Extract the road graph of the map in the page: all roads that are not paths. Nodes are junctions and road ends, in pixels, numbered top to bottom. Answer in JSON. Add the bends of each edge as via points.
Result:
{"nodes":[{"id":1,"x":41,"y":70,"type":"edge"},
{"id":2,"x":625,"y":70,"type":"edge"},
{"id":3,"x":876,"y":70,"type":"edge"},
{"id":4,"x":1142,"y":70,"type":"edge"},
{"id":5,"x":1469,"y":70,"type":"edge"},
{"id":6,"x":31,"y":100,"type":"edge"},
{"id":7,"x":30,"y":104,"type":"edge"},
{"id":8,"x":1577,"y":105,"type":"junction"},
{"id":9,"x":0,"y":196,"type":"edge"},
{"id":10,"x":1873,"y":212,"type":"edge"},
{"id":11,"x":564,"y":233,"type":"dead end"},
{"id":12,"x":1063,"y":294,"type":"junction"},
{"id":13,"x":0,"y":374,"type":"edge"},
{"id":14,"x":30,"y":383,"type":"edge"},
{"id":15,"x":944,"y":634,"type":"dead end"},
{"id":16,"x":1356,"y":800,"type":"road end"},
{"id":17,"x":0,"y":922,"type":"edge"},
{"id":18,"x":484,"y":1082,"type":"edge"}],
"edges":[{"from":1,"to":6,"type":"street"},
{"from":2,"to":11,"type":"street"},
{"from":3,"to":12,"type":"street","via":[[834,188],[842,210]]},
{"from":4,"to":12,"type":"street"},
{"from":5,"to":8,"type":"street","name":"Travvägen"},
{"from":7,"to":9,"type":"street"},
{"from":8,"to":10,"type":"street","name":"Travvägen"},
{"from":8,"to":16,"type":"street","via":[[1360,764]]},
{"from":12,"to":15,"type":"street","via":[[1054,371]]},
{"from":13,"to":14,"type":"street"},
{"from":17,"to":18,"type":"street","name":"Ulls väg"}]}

*Task to carry out*
Copy all lines of the preceding data that hold the word "road".

*Task output*
Extract the road graph of the map in the page: all roads that are not paths. Nodes are junctions and road ends, in pixels, numbered top to bottom. Answer in JSON. Add the bends of each edge as via points.
{"id":16,"x":1356,"y":800,"type":"road end"},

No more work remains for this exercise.